* _Exercise data_:
☆ ☆ ☆

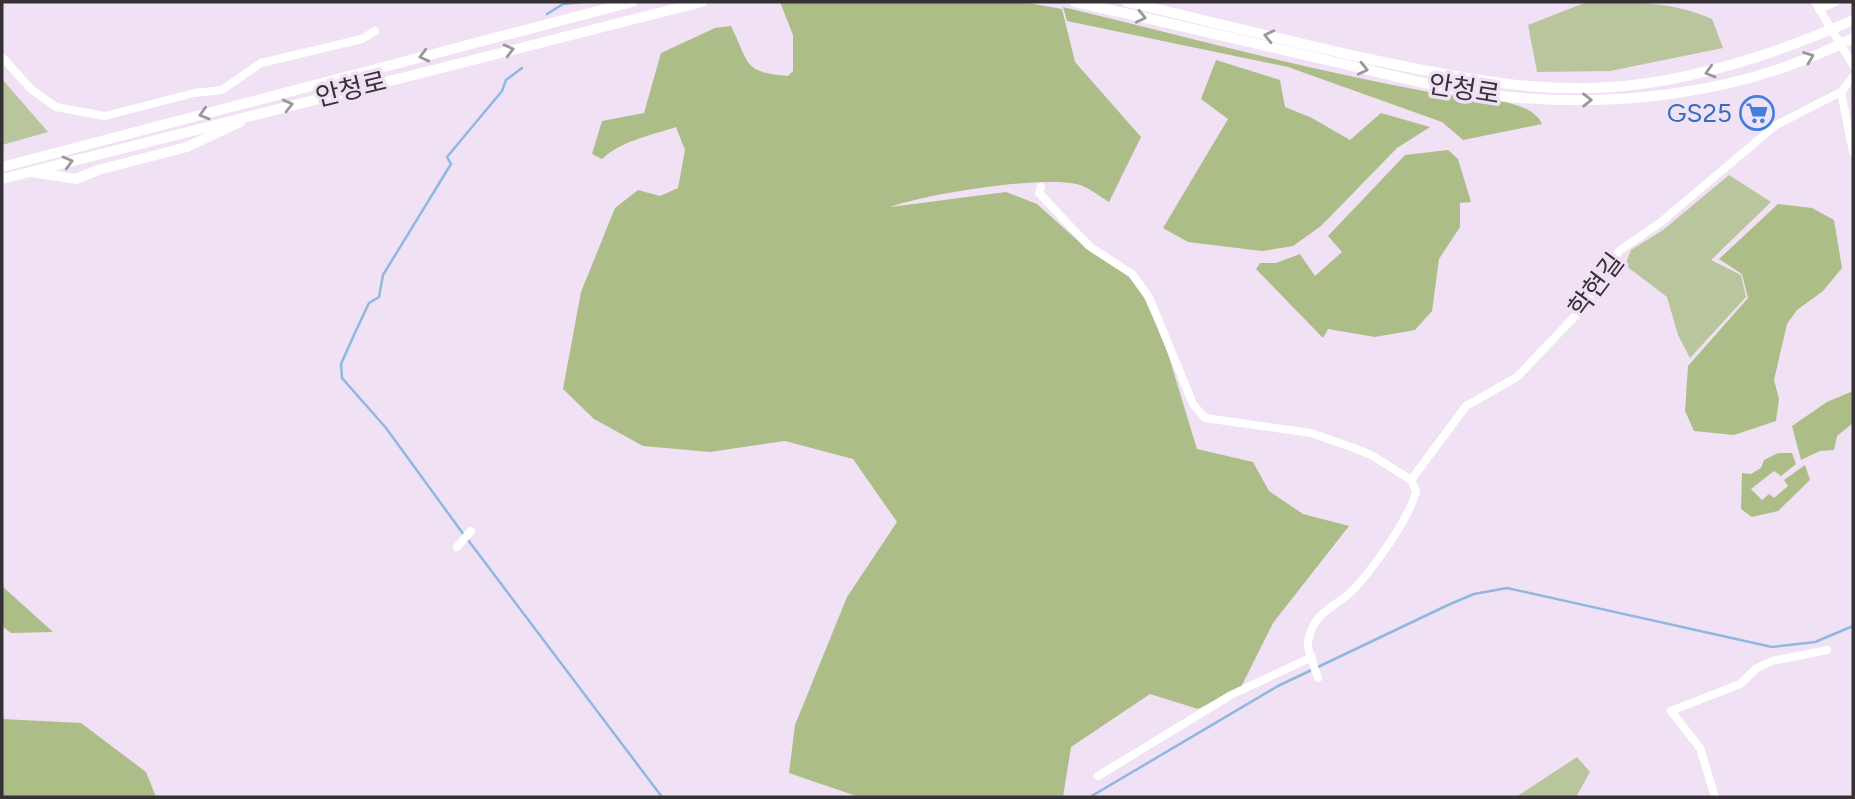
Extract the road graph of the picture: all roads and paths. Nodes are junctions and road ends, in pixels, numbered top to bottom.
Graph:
1 (632, 2) edge
2 (702, 2) edge
3 (1075, 2) edge
4 (1127, 2) edge
5 (1836, 2) edge
6 (1817, 6) edge
7 (1853, 20) edge
8 (1831, 30) junction
9 (375, 31) dead end
10 (1853, 38) edge
11 (1839, 46) junction
12 (2, 57) edge
13 (1853, 65) edge
14 (1853, 78) edge
15 (1841, 92) junction
16 (261, 111) junction
17 (1853, 152) edge
18 (2, 167) edge
19 (28, 172) junction
20 (2, 179) edge
21 (1041, 187) dead end
22 (1411, 480) junction
23 (471, 531) dead end
24 (457, 547) dead end
25 (1828, 650) dead end
26 (1312, 657) junction
27 (1318, 678) dead end
28 (1098, 776) dead end
29 (1715, 797) edge

1 -> 18 street, 안청로
16 -> 2 street, 안청로
3 -> 11 street, 안청로
8 -> 4 street, 안청로
5 - 6 street
6 - 8 street
7 - 8 street, 안청로
8 - 11 street
9 - 12 street
10 - 11 street, 안청로
11 - 13 street
14 - 15 street, 학현길
15 - 17 street
15 - 22 street, 학현길
19 -> 16 street, 안청로
16 - 19 street
19 - 20 street, 안청로
21 - 22 street
22 - 26 street
23 - 24 street
25 - 29 street
26 - 27 street
26 - 28 street

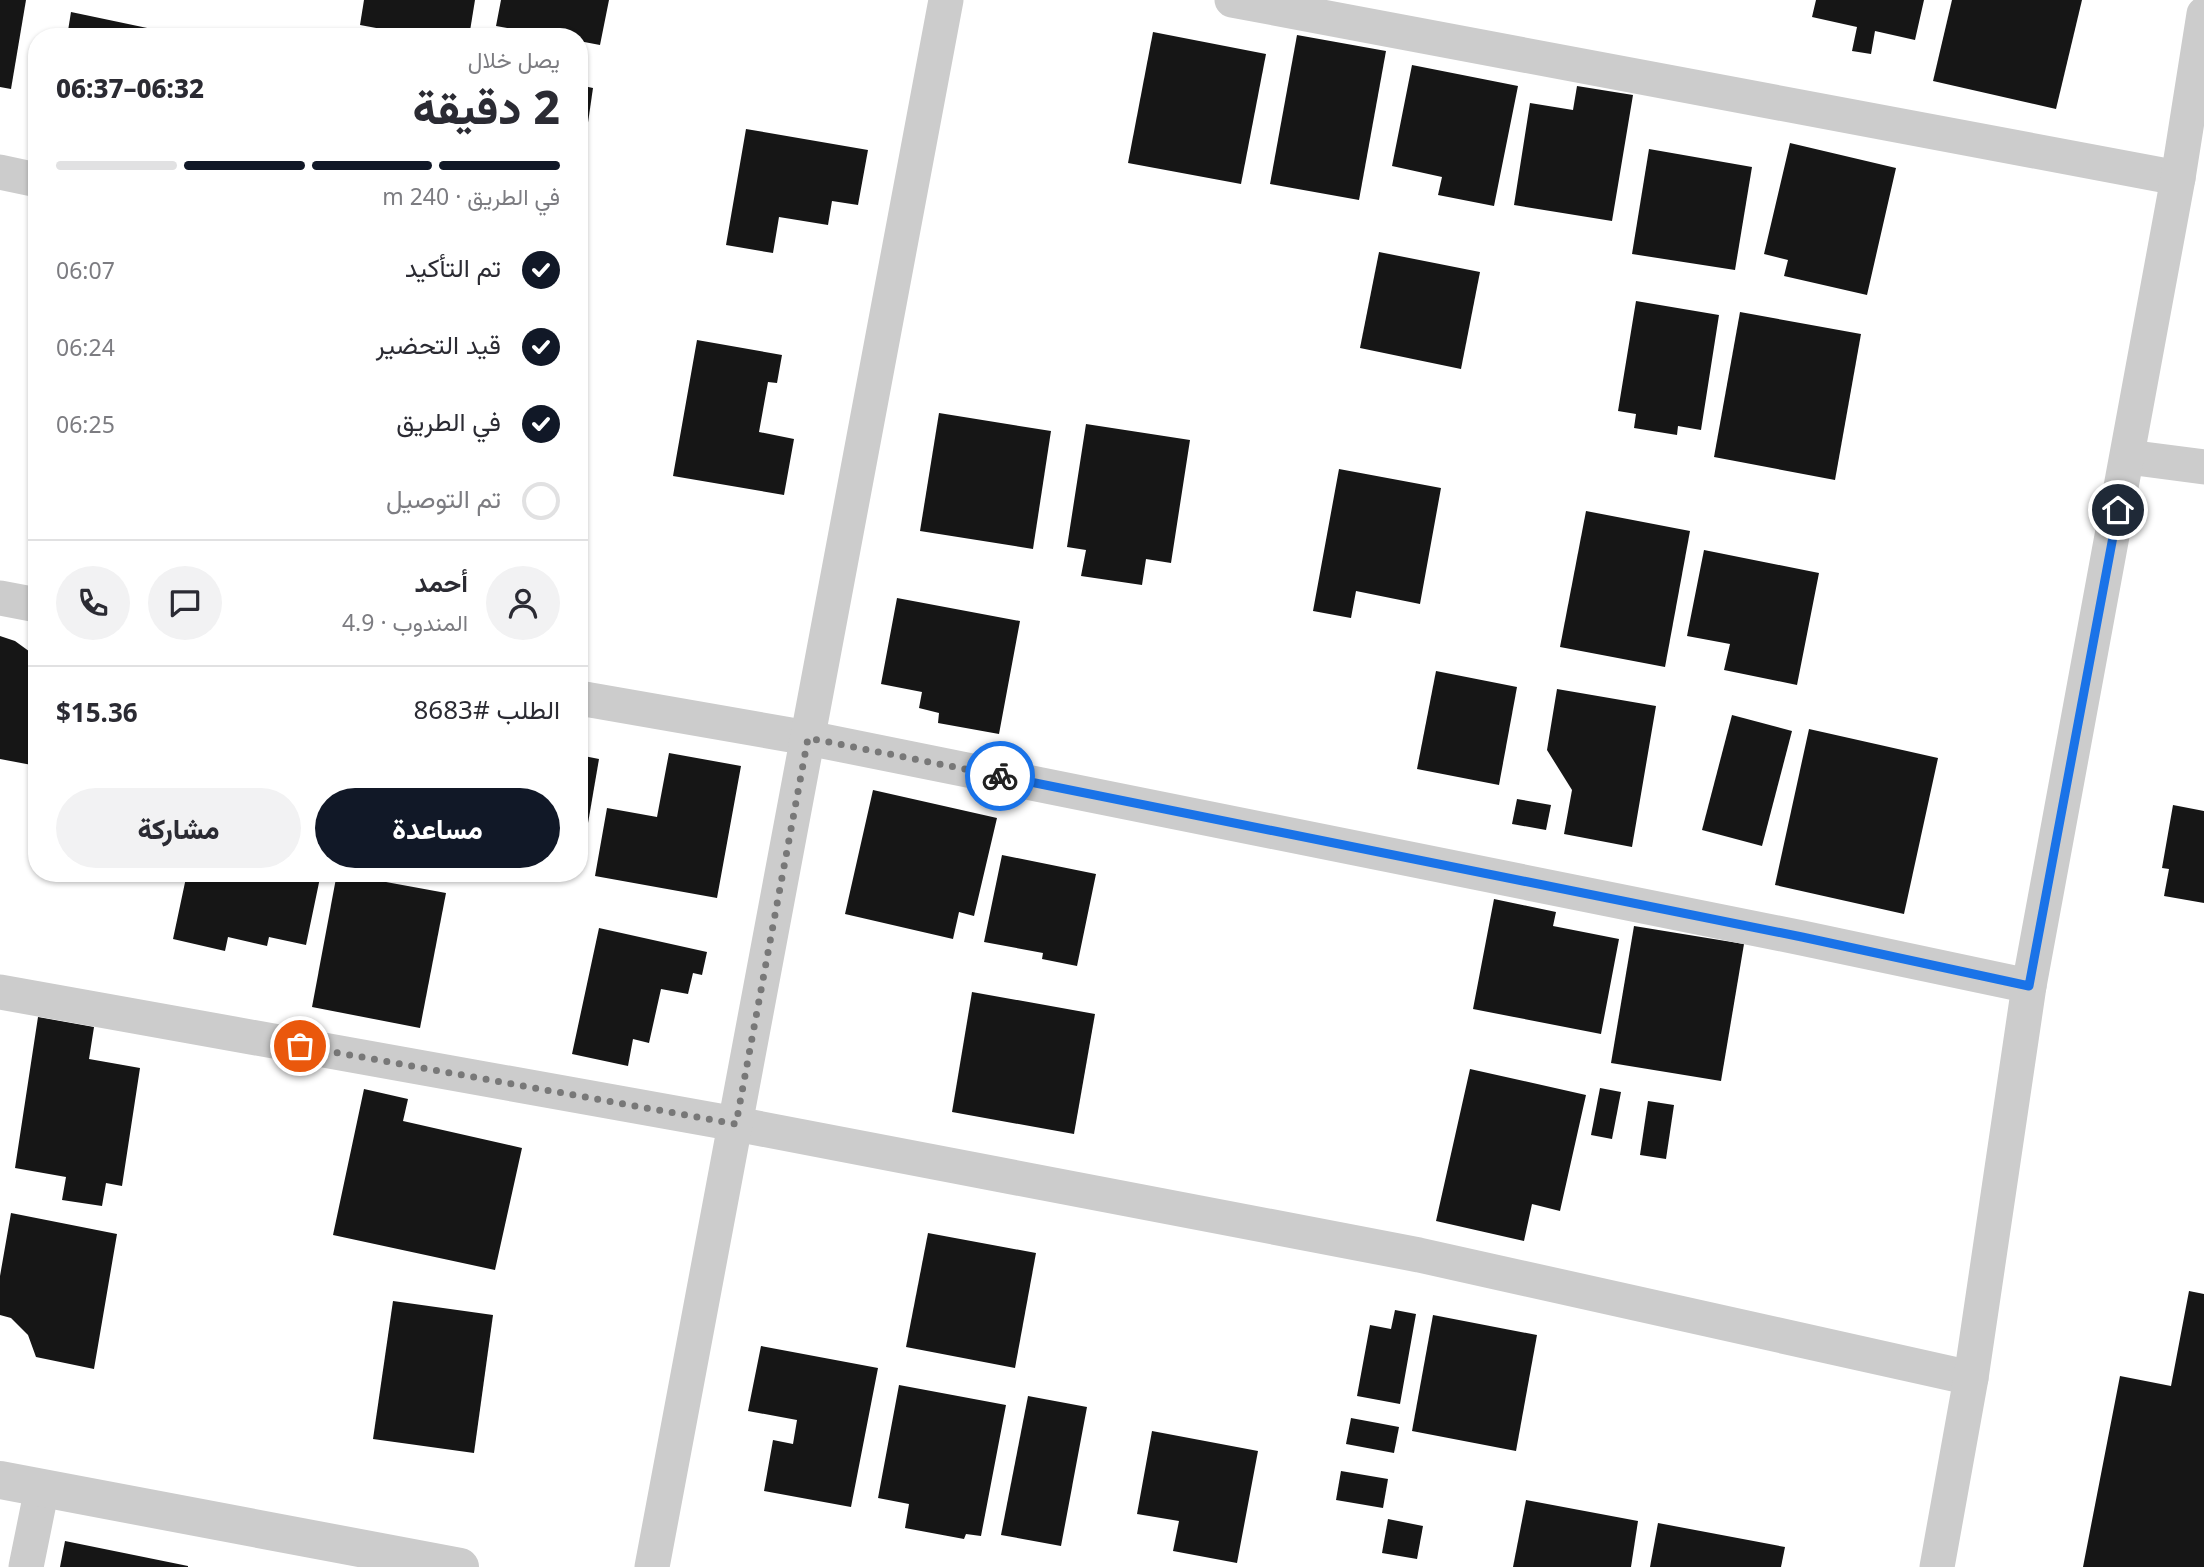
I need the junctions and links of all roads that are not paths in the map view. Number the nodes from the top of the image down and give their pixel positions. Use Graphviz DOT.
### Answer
graph roads {
  1 [pos="946,0"];
  2 [pos="1232,0"];
  3 [pos="2204,14"];
  4 [pos="0,172"];
  5 [pos="28,178"];
  6 [pos="2178,178"];
  7 [pos="2128,457"];
  8 [pos="2204,467"];
  9 [pos="0,598"];
  10 [pos="28,603"];
  11 [pos="588,700"];
  12 [pos="808,738"];
  13 [pos="2029,986"];
  14 [pos="0,992"];
  15 [pos="736,1124"];
  16 [pos="1972,1378"];
  17 [pos="0,1480"];
  18 [pos="42,1488"];
  19 [pos="26,1567"];
  20 [pos="460,1567"];
  21 [pos="652,1567"];
  22 [pos="1937,1567"];
  1 -- 12 [label="street"];
  2 -- 6 [label="street"];
  3 -- 6 [label="street"];
  4 -- 5 [label="street"];
  6 -- 7 [label="street"];
  7 -- 8 [label="street"];
  7 -- 13 [label="street"];
  9 -- 10 [label="street"];
  11 -- 12 [label="street"];
  12 -- 13 [label="street"];
  12 -- 15 [label="street"];
  13 -- 16 [label="street"];
  14 -- 15 [label="street"];
  15 -- 16 [label="street"];
  15 -- 21 [label="street"];
  16 -- 22 [label="street"];
  17 -- 18 [label="street"];
  18 -- 19 [label="street"];
  18 -- 20 [label="street"];
}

☆ ☆ ☆

Repeat all the data as it stands, dropping any images it holds.

Extract the road graph of the picture: all roads and paths. Nodes are junctions and road ends, in pixels, numbered top to bottom.
Graph:
1 (632, 2) edge
2 (702, 2) edge
3 (1075, 2) edge
4 (1127, 2) edge
5 (1836, 2) edge
6 (1817, 6) edge
7 (1853, 20) edge
8 (1831, 30) junction
9 (375, 31) dead end
10 (1853, 38) edge
11 (1839, 46) junction
12 (2, 57) edge
13 (1853, 65) edge
14 (1853, 78) edge
15 (1841, 92) junction
16 (261, 111) junction
17 (1853, 152) edge
18 (2, 167) edge
19 (28, 172) junction
20 (2, 179) edge
21 (1041, 187) dead end
22 (1411, 480) junction
23 (471, 531) dead end
24 (457, 547) dead end
25 (1828, 650) dead end
26 (1312, 657) junction
27 (1318, 678) dead end
28 (1098, 776) dead end
29 (1715, 797) edge

1 -> 18 street, 안청로
16 -> 2 street, 안청로
3 -> 11 street, 안청로
8 -> 4 street, 안청로
5 - 6 street
6 - 8 street
7 - 8 street, 안청로
8 - 11 street
9 - 12 street
10 - 11 street, 안청로
11 - 13 street
14 - 15 street, 학현길
15 - 17 street
15 - 22 street, 학현길
19 -> 16 street, 안청로
16 - 19 street
19 - 20 street, 안청로
21 - 22 street
22 - 26 street
23 - 24 street
25 - 29 street
26 - 27 street
26 - 28 street

I need the junctions and links of all roads that are not paths in the map view. Number the nodes from the top of the image down and give their pixel positions. Use Graphviz DOT.
### Answer
graph roads {
  1 [pos="946,0"];
  2 [pos="1232,0"];
  3 [pos="2204,14"];
  4 [pos="0,172"];
  5 [pos="28,178"];
  6 [pos="2178,178"];
  7 [pos="2128,457"];
  8 [pos="2204,467"];
  9 [pos="0,598"];
  10 [pos="28,603"];
  11 [pos="588,700"];
  12 [pos="808,738"];
  13 [pos="2029,986"];
  14 [pos="0,992"];
  15 [pos="736,1124"];
  16 [pos="1972,1378"];
  17 [pos="0,1480"];
  18 [pos="42,1488"];
  19 [pos="26,1567"];
  20 [pos="460,1567"];
  21 [pos="652,1567"];
  22 [pos="1937,1567"];
  1 -- 12 [label="street"];
  2 -- 6 [label="street"];
  3 -- 6 [label="street"];
  4 -- 5 [label="street"];
  6 -- 7 [label="street"];
  7 -- 8 [label="street"];
  7 -- 13 [label="street"];
  9 -- 10 [label="street"];
  11 -- 12 [label="street"];
  12 -- 13 [label="street"];
  12 -- 15 [label="street"];
  13 -- 16 [label="street"];
  14 -- 15 [label="street"];
  15 -- 16 [label="street"];
  15 -- 21 [label="street"];
  16 -- 22 [label="street"];
  17 -- 18 [label="street"];
  18 -- 19 [label="street"];
  18 -- 20 [label="street"];
}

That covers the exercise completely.